YOUR ASSIGNMENT: Make an exact copy of the entries below, with all images left out.

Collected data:
****
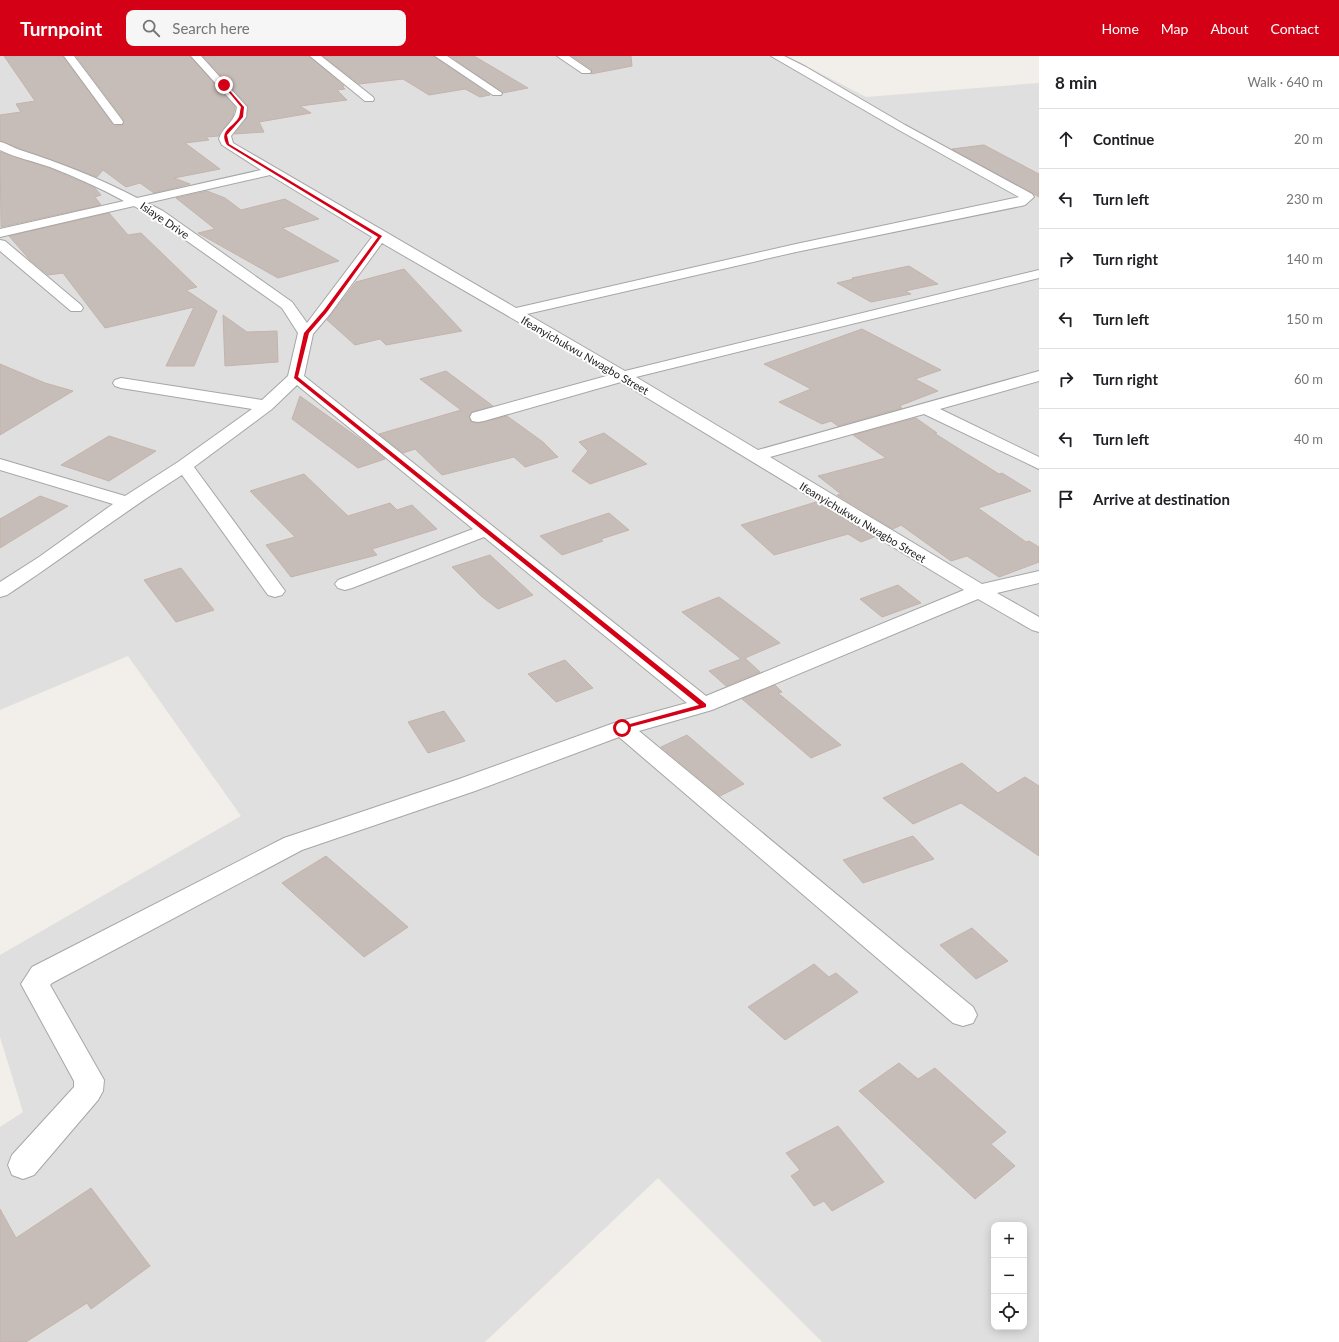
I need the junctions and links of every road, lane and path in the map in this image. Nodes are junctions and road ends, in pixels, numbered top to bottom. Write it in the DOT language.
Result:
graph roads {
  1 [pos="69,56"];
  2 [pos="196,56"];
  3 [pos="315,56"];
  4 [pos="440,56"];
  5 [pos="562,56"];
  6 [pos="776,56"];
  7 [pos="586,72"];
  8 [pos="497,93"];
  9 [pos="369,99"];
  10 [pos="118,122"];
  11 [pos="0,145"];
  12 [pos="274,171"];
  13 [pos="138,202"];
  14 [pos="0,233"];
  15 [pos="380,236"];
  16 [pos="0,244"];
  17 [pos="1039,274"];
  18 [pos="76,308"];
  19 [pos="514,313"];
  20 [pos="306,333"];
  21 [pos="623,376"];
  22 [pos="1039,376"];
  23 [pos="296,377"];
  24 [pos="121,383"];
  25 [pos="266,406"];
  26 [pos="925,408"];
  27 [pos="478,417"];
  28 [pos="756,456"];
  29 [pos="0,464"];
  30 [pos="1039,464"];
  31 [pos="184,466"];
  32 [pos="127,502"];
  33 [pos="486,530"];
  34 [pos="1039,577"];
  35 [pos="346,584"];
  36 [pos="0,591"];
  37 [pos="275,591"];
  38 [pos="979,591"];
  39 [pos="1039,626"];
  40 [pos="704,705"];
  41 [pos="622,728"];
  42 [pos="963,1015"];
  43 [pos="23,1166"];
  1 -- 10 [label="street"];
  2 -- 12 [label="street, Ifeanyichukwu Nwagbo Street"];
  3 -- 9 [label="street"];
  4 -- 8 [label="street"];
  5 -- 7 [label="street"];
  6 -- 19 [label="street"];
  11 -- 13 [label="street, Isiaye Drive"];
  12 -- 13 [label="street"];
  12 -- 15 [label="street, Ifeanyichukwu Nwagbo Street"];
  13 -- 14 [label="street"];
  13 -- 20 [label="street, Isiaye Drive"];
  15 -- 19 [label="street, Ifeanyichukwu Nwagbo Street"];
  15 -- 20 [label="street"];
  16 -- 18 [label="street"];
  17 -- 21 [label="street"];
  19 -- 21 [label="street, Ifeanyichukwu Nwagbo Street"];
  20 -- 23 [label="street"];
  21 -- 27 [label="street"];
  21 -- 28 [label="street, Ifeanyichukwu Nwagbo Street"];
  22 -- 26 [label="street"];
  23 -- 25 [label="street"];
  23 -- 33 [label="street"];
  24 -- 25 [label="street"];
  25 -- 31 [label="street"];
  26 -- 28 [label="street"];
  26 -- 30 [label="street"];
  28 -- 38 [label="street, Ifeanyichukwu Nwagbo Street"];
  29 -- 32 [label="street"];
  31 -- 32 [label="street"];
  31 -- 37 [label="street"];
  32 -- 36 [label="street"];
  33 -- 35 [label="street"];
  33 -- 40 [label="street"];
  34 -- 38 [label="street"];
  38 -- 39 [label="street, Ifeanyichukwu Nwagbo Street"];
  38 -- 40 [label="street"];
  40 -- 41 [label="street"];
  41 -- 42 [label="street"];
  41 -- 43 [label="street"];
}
****
EXERCISE ANSWER:
I need the junctions and links of every road, lane and path in the map in this image. Nodes are junctions and road ends, in pixels, numbered top to bottom. Write it in the DOT language.
Result:
graph roads {
  1 [pos="69,56"];
  2 [pos="196,56"];
  3 [pos="315,56"];
  4 [pos="440,56"];
  5 [pos="562,56"];
  6 [pos="776,56"];
  7 [pos="586,72"];
  8 [pos="497,93"];
  9 [pos="369,99"];
  10 [pos="118,122"];
  11 [pos="0,145"];
  12 [pos="274,171"];
  13 [pos="138,202"];
  14 [pos="0,233"];
  15 [pos="380,236"];
  16 [pos="0,244"];
  17 [pos="1039,274"];
  18 [pos="76,308"];
  19 [pos="514,313"];
  20 [pos="306,333"];
  21 [pos="623,376"];
  22 [pos="1039,376"];
  23 [pos="296,377"];
  24 [pos="121,383"];
  25 [pos="266,406"];
  26 [pos="925,408"];
  27 [pos="478,417"];
  28 [pos="756,456"];
  29 [pos="0,464"];
  30 [pos="1039,464"];
  31 [pos="184,466"];
  32 [pos="127,502"];
  33 [pos="486,530"];
  34 [pos="1039,577"];
  35 [pos="346,584"];
  36 [pos="0,591"];
  37 [pos="275,591"];
  38 [pos="979,591"];
  39 [pos="1039,626"];
  40 [pos="704,705"];
  41 [pos="622,728"];
  42 [pos="963,1015"];
  43 [pos="23,1166"];
  1 -- 10 [label="street"];
  2 -- 12 [label="street, Ifeanyichukwu Nwagbo Street"];
  3 -- 9 [label="street"];
  4 -- 8 [label="street"];
  5 -- 7 [label="street"];
  6 -- 19 [label="street"];
  11 -- 13 [label="street, Isiaye Drive"];
  12 -- 13 [label="street"];
  12 -- 15 [label="street, Ifeanyichukwu Nwagbo Street"];
  13 -- 14 [label="street"];
  13 -- 20 [label="street, Isiaye Drive"];
  15 -- 19 [label="street, Ifeanyichukwu Nwagbo Street"];
  15 -- 20 [label="street"];
  16 -- 18 [label="street"];
  17 -- 21 [label="street"];
  19 -- 21 [label="street, Ifeanyichukwu Nwagbo Street"];
  20 -- 23 [label="street"];
  21 -- 27 [label="street"];
  21 -- 28 [label="street, Ifeanyichukwu Nwagbo Street"];
  22 -- 26 [label="street"];
  23 -- 25 [label="street"];
  23 -- 33 [label="street"];
  24 -- 25 [label="street"];
  25 -- 31 [label="street"];
  26 -- 28 [label="street"];
  26 -- 30 [label="street"];
  28 -- 38 [label="street, Ifeanyichukwu Nwagbo Street"];
  29 -- 32 [label="street"];
  31 -- 32 [label="street"];
  31 -- 37 [label="street"];
  32 -- 36 [label="street"];
  33 -- 35 [label="street"];
  33 -- 40 [label="street"];
  34 -- 38 [label="street"];
  38 -- 39 [label="street, Ifeanyichukwu Nwagbo Street"];
  38 -- 40 [label="street"];
  40 -- 41 [label="street"];
  41 -- 42 [label="street"];
  41 -- 43 [label="street"];
}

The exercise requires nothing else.